### [What the exercise asks]
Your job is to give again, exactly and with no additions, the lines in the records below from the one with "thumb cmc: (803, 336)" through the one with "pinky mcp: (240, 308)", both included. Omit the pictures.

---------- Listed entries

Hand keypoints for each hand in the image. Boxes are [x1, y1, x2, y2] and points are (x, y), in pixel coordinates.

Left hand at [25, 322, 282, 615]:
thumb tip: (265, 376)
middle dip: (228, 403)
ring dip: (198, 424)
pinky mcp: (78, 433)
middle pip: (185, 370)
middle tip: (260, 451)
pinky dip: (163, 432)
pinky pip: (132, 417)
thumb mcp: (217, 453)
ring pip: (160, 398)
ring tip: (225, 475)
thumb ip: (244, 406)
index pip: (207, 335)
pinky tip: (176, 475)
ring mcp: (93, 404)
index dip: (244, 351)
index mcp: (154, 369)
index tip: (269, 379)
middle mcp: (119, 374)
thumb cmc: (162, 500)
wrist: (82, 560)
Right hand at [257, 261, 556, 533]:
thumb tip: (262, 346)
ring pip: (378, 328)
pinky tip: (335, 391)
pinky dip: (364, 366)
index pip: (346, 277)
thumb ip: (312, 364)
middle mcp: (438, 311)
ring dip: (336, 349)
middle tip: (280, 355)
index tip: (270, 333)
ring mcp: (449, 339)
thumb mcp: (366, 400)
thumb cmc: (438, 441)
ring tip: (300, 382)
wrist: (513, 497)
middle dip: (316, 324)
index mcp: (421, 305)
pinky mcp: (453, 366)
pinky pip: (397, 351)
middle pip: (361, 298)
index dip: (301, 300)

--------------------
---------- Listed entries

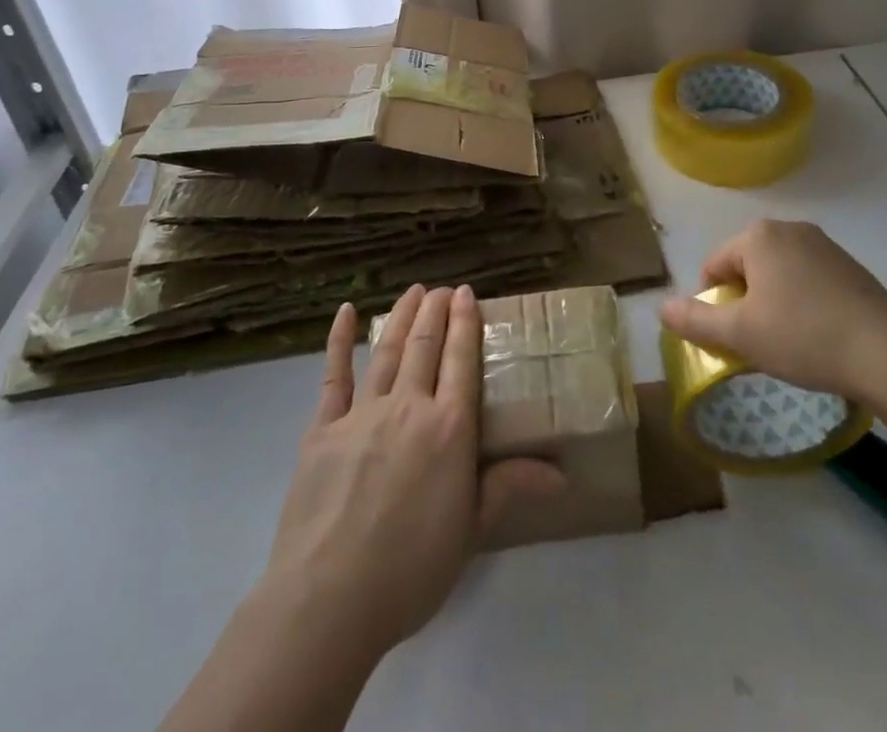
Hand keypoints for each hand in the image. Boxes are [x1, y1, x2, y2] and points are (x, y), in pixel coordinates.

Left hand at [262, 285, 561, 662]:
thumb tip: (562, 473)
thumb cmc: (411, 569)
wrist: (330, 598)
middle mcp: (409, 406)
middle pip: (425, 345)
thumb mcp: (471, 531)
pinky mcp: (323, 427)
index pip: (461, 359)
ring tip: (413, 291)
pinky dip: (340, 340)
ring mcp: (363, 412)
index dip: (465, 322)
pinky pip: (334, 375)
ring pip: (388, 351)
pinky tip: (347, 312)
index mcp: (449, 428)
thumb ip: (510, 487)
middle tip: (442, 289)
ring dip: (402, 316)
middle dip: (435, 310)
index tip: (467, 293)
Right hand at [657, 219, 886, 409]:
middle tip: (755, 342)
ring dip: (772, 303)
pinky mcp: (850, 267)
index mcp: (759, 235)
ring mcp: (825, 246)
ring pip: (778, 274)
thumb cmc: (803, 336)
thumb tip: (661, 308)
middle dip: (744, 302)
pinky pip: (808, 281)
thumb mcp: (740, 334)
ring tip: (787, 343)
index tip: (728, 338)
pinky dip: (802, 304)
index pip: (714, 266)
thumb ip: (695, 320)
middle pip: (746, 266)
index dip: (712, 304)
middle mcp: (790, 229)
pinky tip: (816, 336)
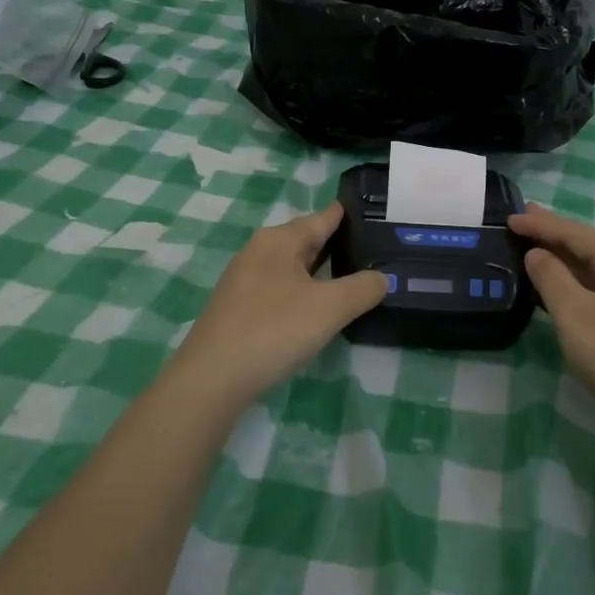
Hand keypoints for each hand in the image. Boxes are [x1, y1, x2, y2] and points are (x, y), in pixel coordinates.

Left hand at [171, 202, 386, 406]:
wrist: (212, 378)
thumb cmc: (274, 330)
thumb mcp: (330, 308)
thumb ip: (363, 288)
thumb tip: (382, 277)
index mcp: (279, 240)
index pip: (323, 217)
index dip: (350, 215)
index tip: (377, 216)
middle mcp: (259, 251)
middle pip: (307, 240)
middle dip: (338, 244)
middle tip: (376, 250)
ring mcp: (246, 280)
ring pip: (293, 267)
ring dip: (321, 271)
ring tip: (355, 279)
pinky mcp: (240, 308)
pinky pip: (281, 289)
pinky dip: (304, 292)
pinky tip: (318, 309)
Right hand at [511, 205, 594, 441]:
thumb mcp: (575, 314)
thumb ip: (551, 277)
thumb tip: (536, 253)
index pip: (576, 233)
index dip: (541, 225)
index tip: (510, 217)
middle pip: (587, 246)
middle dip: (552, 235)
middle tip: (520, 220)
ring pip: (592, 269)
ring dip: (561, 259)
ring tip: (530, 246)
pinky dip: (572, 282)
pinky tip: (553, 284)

--------------------
---------- Listed entries

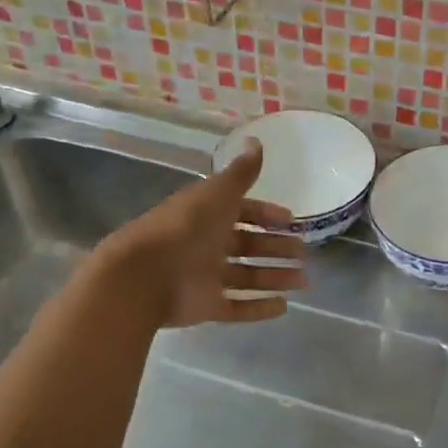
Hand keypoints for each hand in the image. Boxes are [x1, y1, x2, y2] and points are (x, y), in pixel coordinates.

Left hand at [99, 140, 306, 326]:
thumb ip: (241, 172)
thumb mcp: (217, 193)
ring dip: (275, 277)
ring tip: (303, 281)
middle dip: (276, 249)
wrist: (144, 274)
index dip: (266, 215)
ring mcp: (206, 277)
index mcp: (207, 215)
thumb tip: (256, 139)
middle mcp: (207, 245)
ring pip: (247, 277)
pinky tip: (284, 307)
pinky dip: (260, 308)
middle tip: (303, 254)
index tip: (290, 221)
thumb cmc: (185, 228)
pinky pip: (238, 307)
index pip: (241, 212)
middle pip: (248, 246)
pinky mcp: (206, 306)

--------------------

### [Solution for this task]
thumb cmc: (803, 336)
thumb tip: (661, 308)
middle dip: (744, 302)
pinky pip: (808, 281)
thumb mcp: (740, 334)
ring tip: (787, 343)
index tip: (728, 338)
pinky dip: (802, 304)
index pip: (714, 266)
thumb ip: (695, 320)
middle pip: (746, 266)
index dip: (712, 304)
middle mcp: (790, 229)
pinky tip: (816, 336)
Hand keypoints for each hand in the image. Boxes are [x1, y1, x2, y2] and points are (x, y), in pixel coordinates.

Left hand at [171, 202, 386, 406]:
wrist: (212, 378)
thumb cmc: (274, 330)
thumb mcp: (330, 308)
thumb ip: (363, 288)
thumb tip: (382, 277)
index mcp: (279, 240)
index pip: (323, 217)
index dip: (350, 215)
index tip: (377, 216)
middle mcp: (259, 251)
middle pip: (307, 240)
middle dip: (338, 244)
middle tip: (376, 250)
ring mcp: (246, 280)
ring pip: (293, 267)
ring dip: (321, 271)
ring tip: (355, 279)
pinky mcp: (240, 308)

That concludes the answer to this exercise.